EXERCISE DESCRIPTION
In the data below, find the line with "Write the network" and the line with "Which roads connect", then restate both and every line between them exactly, minus the pictures.
==== EXCERPTED RECORDS
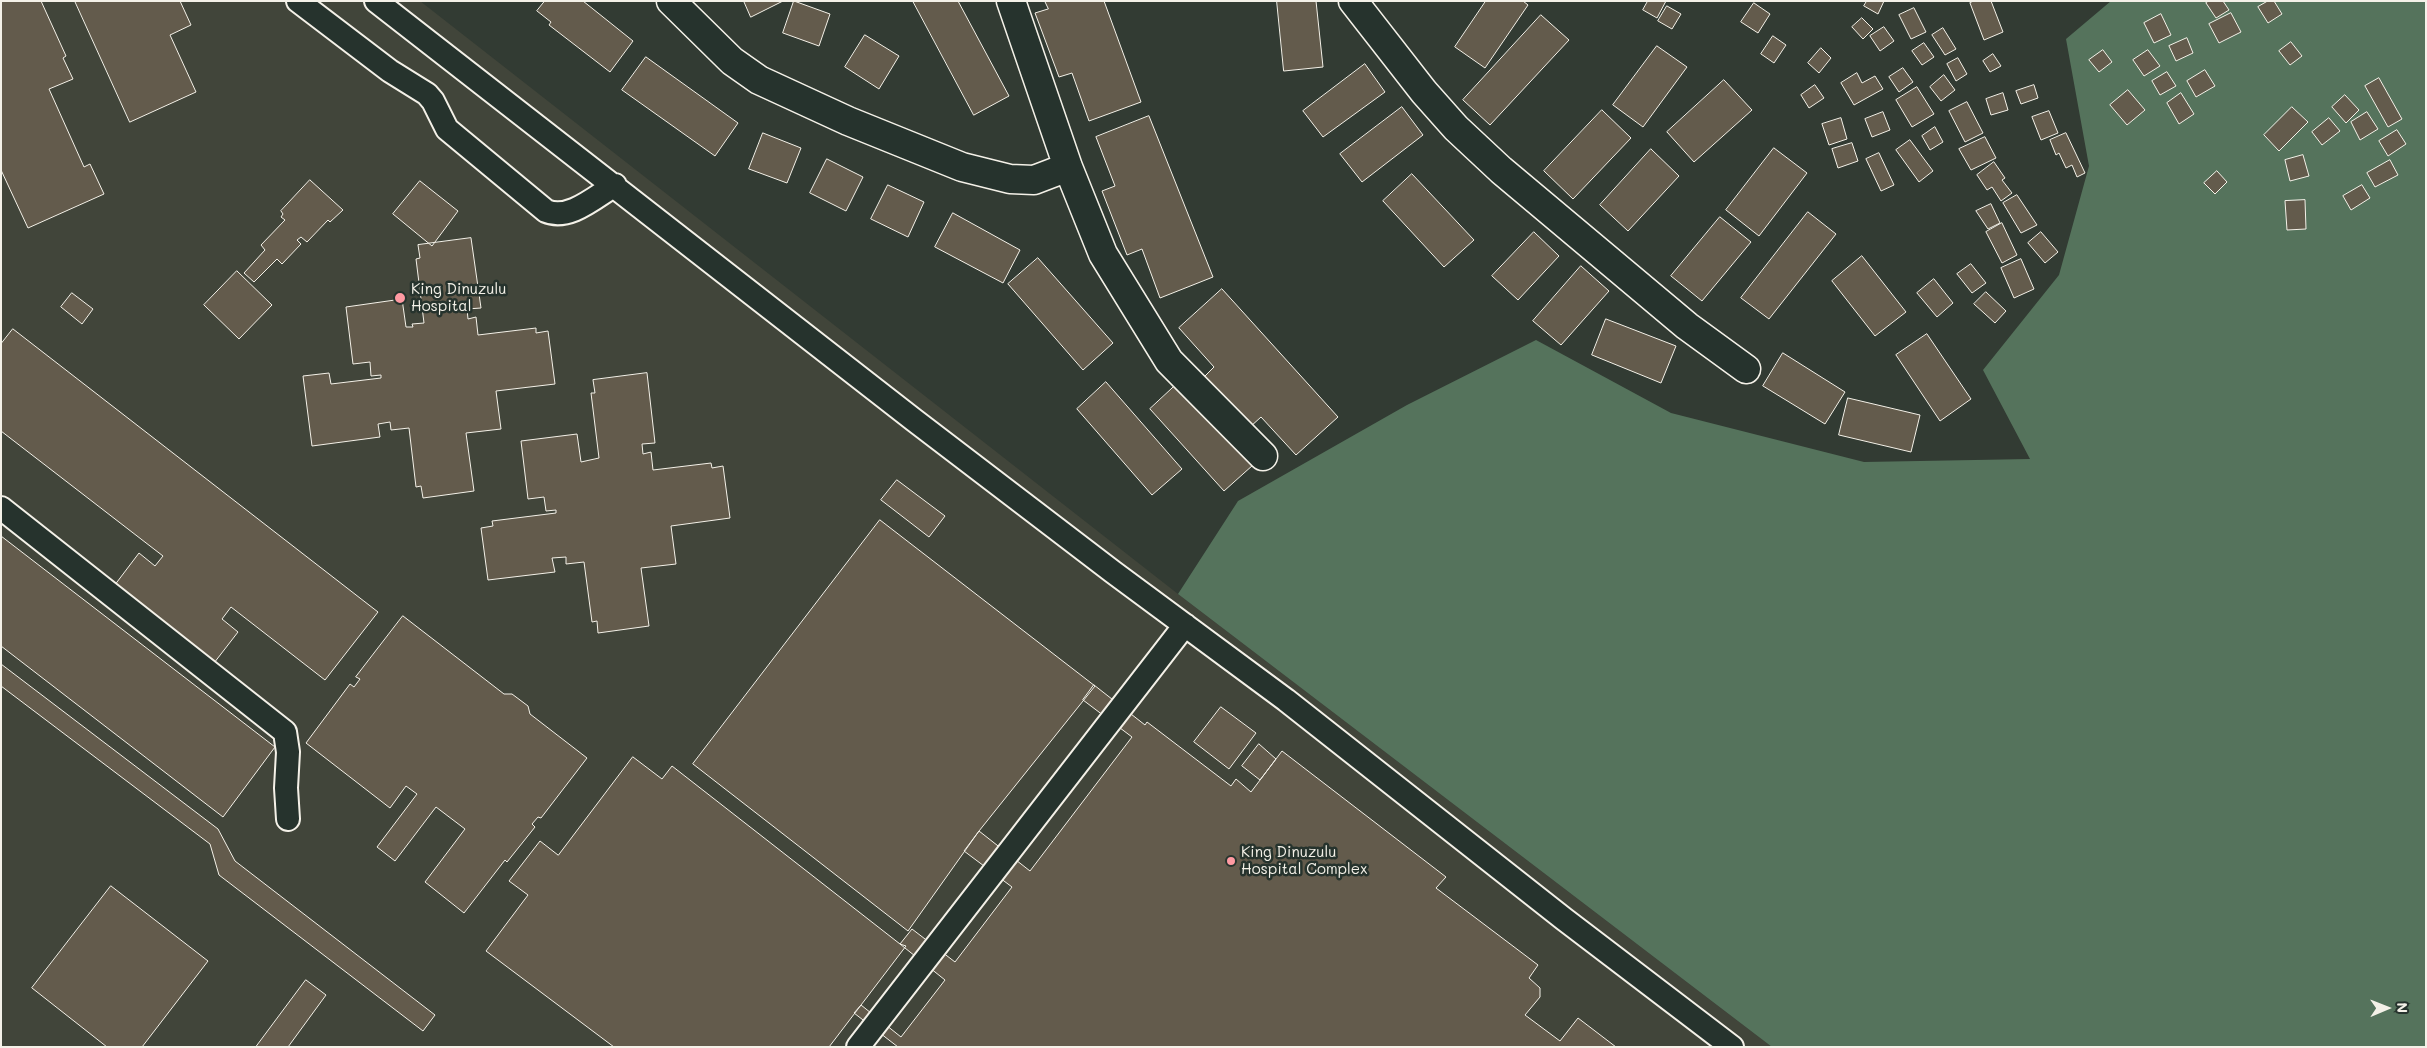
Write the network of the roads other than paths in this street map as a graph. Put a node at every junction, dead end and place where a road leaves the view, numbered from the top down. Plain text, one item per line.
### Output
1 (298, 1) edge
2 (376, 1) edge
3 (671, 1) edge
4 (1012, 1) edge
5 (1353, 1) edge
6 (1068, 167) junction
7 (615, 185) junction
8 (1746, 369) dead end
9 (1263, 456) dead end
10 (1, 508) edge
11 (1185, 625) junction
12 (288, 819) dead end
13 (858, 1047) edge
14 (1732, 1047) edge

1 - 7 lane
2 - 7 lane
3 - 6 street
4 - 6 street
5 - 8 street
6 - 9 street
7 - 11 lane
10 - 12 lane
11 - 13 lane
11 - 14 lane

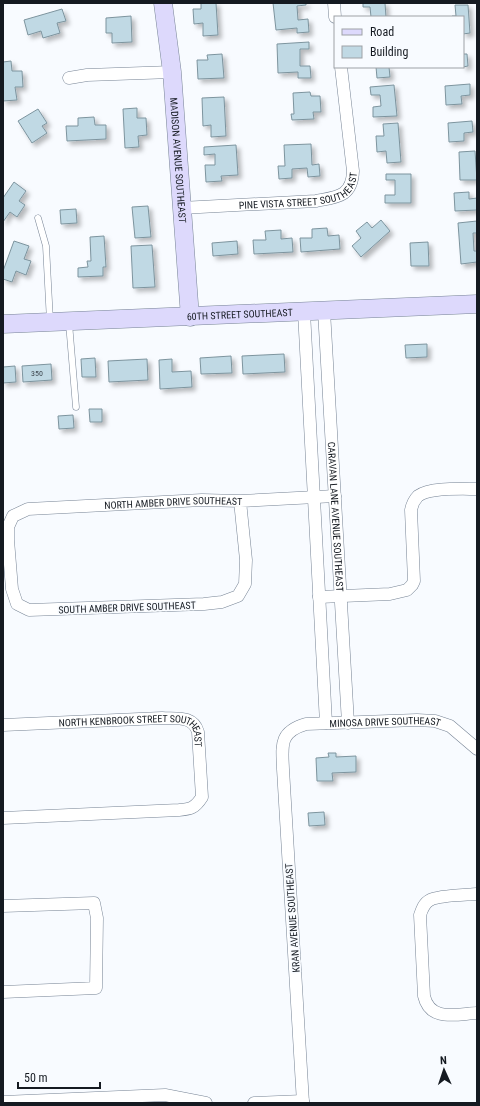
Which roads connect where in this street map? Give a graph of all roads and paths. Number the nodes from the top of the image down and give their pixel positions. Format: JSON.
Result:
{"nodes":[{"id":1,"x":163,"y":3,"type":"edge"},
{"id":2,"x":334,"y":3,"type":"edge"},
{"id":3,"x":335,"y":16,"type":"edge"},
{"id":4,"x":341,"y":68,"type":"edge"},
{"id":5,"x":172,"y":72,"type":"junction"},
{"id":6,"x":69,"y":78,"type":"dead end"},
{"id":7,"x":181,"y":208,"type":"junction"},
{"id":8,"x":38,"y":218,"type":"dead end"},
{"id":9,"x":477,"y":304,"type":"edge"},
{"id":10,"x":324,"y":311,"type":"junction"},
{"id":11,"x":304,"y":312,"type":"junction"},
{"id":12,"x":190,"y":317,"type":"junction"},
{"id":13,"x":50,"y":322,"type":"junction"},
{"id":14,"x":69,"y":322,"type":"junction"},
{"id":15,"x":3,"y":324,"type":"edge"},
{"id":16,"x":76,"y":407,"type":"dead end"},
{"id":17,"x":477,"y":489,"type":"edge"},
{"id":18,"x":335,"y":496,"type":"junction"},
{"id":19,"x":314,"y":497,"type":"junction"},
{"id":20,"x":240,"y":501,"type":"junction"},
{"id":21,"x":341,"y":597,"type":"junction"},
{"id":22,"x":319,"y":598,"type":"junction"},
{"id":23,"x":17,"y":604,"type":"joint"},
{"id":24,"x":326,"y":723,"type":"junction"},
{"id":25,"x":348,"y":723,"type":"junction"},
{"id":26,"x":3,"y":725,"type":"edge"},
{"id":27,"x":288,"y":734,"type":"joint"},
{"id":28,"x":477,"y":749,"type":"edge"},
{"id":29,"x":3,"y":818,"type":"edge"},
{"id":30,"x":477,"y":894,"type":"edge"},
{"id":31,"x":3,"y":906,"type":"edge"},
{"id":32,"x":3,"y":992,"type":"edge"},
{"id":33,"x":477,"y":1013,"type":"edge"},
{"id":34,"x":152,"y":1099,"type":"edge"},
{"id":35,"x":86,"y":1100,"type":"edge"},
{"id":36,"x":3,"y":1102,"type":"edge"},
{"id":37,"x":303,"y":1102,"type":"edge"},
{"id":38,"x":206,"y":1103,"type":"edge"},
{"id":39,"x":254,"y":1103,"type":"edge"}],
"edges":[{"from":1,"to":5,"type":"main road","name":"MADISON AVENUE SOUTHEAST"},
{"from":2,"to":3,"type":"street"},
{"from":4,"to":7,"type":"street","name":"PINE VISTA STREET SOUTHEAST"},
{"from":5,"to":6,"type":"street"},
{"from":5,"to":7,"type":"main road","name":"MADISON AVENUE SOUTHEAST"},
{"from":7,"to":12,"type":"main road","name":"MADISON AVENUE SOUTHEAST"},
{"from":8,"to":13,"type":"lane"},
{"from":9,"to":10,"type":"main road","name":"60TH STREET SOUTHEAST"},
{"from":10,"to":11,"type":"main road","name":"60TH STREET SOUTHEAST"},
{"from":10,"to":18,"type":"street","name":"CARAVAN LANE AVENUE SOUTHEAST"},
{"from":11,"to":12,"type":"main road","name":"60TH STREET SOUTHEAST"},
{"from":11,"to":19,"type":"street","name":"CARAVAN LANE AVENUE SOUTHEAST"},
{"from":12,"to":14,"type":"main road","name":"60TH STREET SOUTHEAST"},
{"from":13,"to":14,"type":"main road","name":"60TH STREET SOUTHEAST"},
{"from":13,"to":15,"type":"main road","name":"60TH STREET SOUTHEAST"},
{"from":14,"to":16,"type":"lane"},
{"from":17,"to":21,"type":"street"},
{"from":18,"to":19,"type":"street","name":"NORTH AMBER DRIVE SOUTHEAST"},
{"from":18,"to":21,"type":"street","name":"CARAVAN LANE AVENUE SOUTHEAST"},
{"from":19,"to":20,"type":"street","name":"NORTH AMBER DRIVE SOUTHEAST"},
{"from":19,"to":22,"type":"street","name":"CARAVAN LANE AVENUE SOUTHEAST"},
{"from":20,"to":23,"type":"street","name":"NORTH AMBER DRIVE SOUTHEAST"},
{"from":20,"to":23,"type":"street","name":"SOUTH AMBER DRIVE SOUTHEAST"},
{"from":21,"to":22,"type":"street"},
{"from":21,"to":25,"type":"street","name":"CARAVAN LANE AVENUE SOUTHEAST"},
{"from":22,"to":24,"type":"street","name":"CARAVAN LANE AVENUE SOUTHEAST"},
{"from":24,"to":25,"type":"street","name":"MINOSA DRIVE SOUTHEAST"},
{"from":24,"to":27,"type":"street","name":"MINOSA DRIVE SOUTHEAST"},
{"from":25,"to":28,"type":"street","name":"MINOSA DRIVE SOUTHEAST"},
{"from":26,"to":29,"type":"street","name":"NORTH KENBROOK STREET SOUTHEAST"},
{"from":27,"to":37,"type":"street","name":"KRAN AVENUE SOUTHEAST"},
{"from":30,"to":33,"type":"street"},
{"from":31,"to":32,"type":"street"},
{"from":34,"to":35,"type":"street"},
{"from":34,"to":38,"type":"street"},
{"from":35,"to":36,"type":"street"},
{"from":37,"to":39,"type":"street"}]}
========
==== EXCERPTED RECORDS
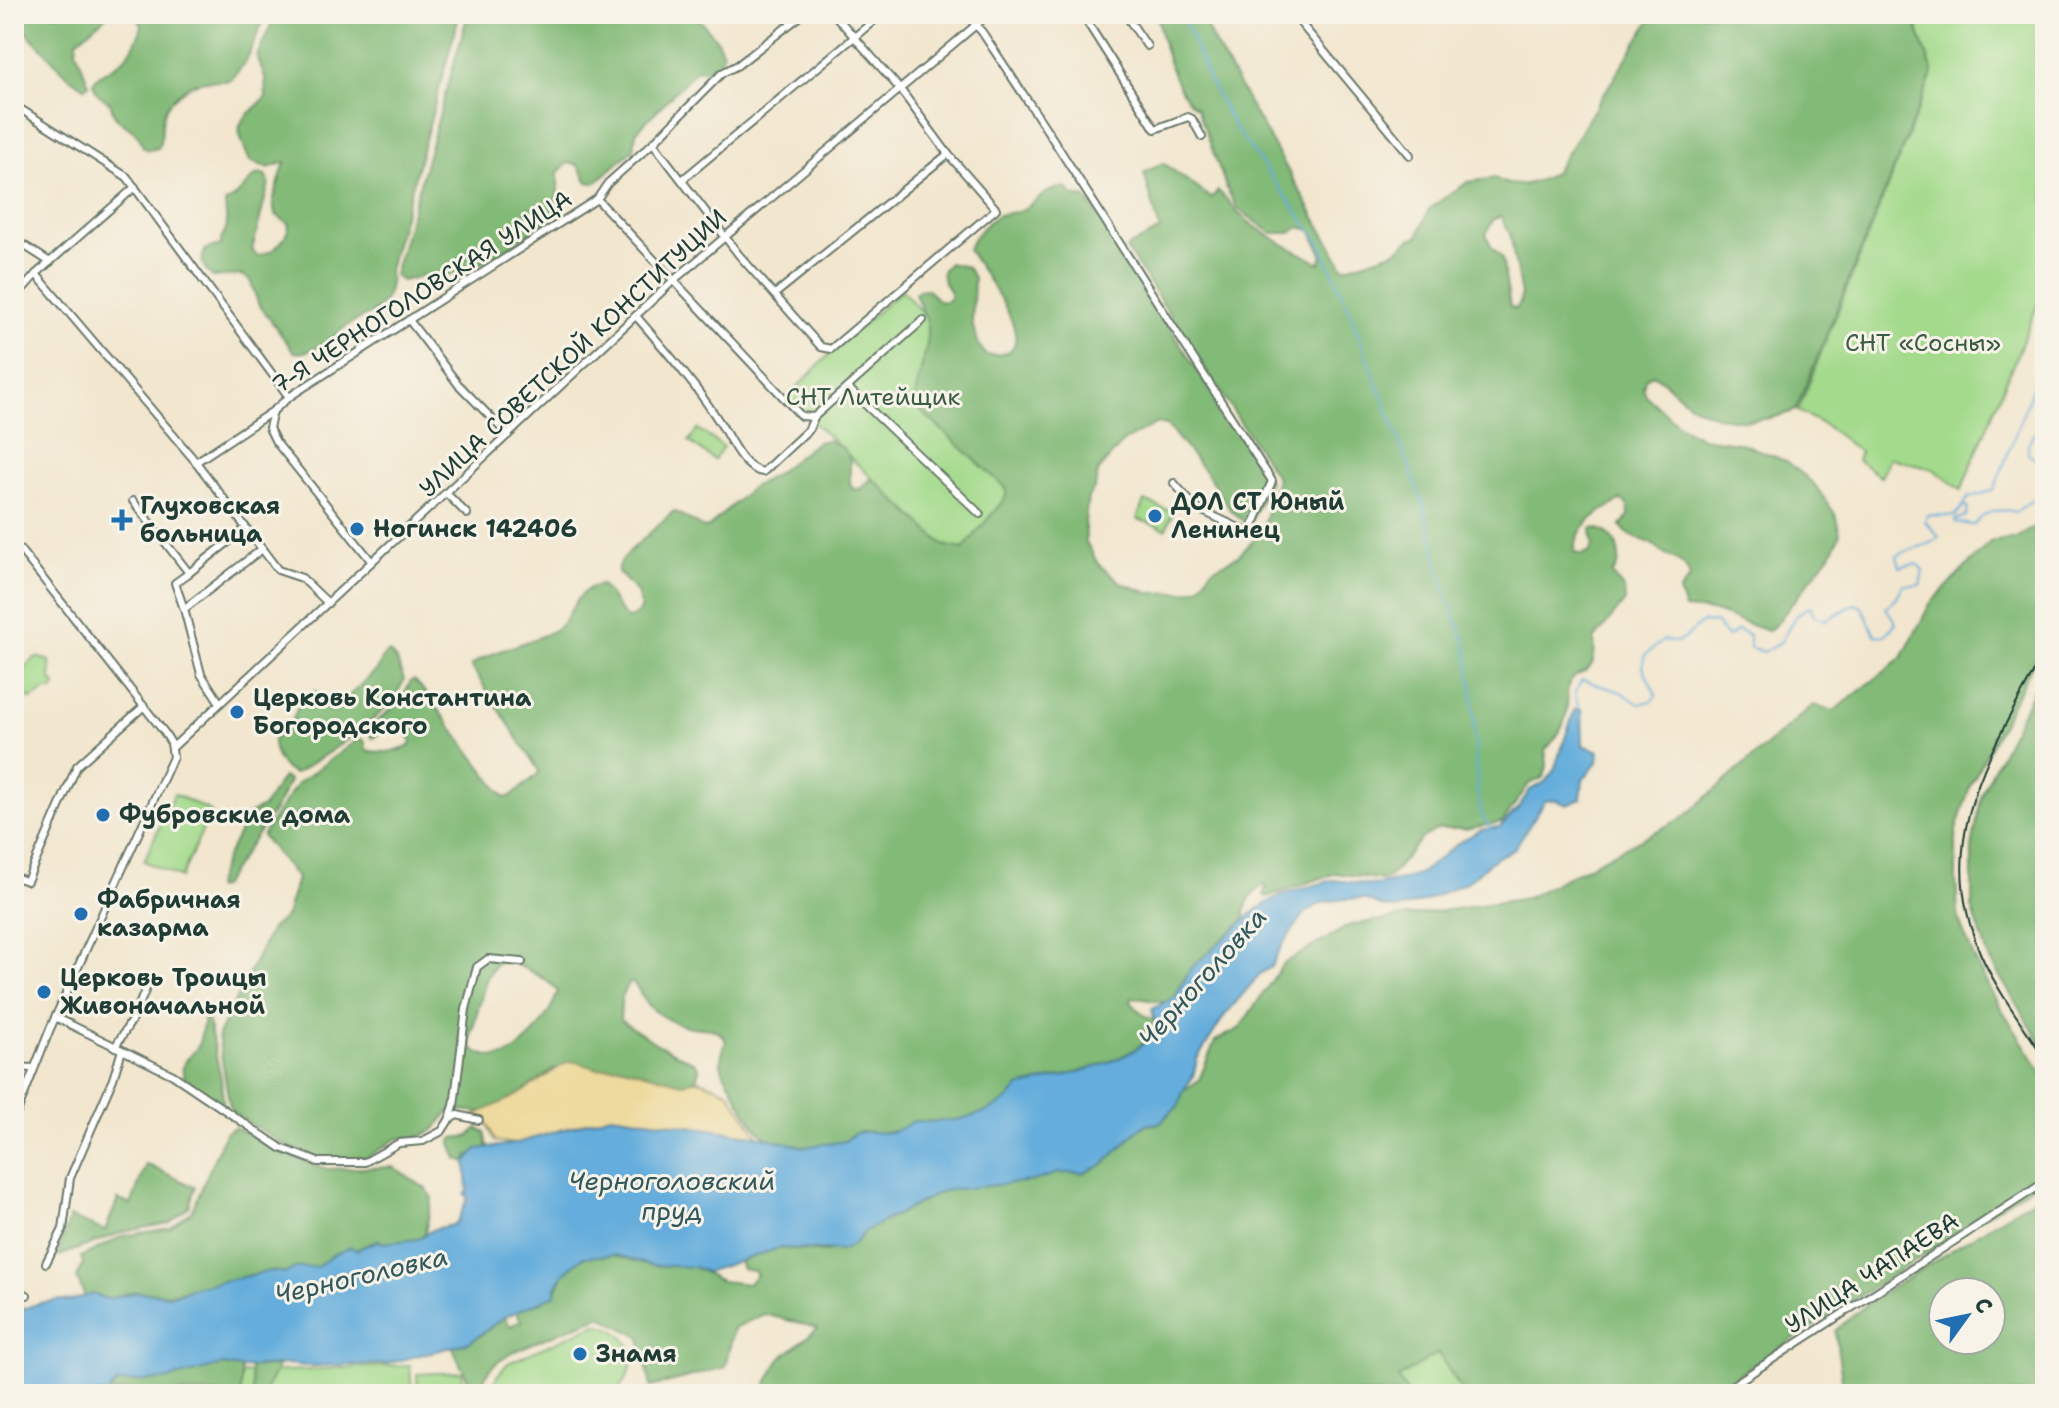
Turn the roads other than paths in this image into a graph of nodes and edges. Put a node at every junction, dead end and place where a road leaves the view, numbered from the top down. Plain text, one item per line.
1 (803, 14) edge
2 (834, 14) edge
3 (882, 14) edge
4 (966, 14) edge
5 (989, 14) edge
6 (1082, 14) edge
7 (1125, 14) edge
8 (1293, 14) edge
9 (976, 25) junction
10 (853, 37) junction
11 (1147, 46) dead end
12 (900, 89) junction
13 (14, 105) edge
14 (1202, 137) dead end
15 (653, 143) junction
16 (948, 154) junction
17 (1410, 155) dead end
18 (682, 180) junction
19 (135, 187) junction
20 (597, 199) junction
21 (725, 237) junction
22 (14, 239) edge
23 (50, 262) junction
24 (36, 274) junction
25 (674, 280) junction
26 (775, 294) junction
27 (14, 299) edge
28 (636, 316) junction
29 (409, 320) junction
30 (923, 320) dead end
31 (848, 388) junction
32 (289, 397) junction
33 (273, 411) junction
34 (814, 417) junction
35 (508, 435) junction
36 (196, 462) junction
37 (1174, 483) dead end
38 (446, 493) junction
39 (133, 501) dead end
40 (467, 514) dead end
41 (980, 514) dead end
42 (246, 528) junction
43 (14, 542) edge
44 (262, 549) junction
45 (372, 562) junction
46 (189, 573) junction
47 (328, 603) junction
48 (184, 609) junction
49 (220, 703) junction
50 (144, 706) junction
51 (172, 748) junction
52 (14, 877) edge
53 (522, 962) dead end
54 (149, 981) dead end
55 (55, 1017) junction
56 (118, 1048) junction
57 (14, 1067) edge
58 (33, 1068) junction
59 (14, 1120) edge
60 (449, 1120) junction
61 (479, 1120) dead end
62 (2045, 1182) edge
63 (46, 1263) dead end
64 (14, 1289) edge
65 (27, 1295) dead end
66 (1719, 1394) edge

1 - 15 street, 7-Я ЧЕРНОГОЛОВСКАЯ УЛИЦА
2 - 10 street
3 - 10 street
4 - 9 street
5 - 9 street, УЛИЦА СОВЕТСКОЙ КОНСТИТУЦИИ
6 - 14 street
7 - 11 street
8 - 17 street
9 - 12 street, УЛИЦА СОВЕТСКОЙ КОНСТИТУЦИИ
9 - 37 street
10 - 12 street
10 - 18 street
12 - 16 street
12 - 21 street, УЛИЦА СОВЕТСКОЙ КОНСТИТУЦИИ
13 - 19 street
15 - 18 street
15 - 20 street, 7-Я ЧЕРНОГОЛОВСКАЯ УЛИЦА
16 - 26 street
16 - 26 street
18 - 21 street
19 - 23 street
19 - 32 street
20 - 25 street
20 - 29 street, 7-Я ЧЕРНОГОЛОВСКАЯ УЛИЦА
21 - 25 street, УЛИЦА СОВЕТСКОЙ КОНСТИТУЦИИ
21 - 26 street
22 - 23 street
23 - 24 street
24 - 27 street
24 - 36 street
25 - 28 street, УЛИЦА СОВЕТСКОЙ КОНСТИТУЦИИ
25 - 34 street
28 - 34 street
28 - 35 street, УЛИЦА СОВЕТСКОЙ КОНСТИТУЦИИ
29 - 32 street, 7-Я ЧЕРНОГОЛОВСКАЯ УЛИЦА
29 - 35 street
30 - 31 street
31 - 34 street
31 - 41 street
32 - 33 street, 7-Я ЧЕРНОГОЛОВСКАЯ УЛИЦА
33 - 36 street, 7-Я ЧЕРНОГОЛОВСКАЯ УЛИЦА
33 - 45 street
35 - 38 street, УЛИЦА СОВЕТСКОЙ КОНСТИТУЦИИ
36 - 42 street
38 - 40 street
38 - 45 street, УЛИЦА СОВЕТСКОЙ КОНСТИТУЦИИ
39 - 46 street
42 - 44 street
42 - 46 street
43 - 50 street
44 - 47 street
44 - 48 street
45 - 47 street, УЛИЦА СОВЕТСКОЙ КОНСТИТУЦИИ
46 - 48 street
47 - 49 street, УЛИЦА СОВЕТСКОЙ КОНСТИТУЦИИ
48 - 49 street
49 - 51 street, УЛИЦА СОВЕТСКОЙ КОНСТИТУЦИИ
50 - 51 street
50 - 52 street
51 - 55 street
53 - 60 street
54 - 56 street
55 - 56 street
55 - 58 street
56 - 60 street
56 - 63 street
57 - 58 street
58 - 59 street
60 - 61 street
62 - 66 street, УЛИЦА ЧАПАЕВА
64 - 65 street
========
RESULT FOR THIS TASK
Write the network of the roads other than paths in this street map as a graph. Put a node at every junction, dead end and place where a road leaves the view, numbered from the top down. Plain text, one item per line.
### Output
1 (298, 1) edge
2 (376, 1) edge
3 (671, 1) edge
4 (1012, 1) edge
5 (1353, 1) edge
6 (1068, 167) junction
7 (615, 185) junction
8 (1746, 369) dead end
9 (1263, 456) dead end
10 (1, 508) edge
11 (1185, 625) junction
12 (288, 819) dead end
13 (858, 1047) edge
14 (1732, 1047) edge

1 - 7 lane
2 - 7 lane
3 - 6 street
4 - 6 street
5 - 8 street
6 - 9 street
7 - 11 lane
10 - 12 lane
11 - 13 lane
11 - 14 lane

Which roads connect where in this street map? Give a graph of all roads and paths. Number the nodes from the top of the image down and give their pixel positions. Format: JSON.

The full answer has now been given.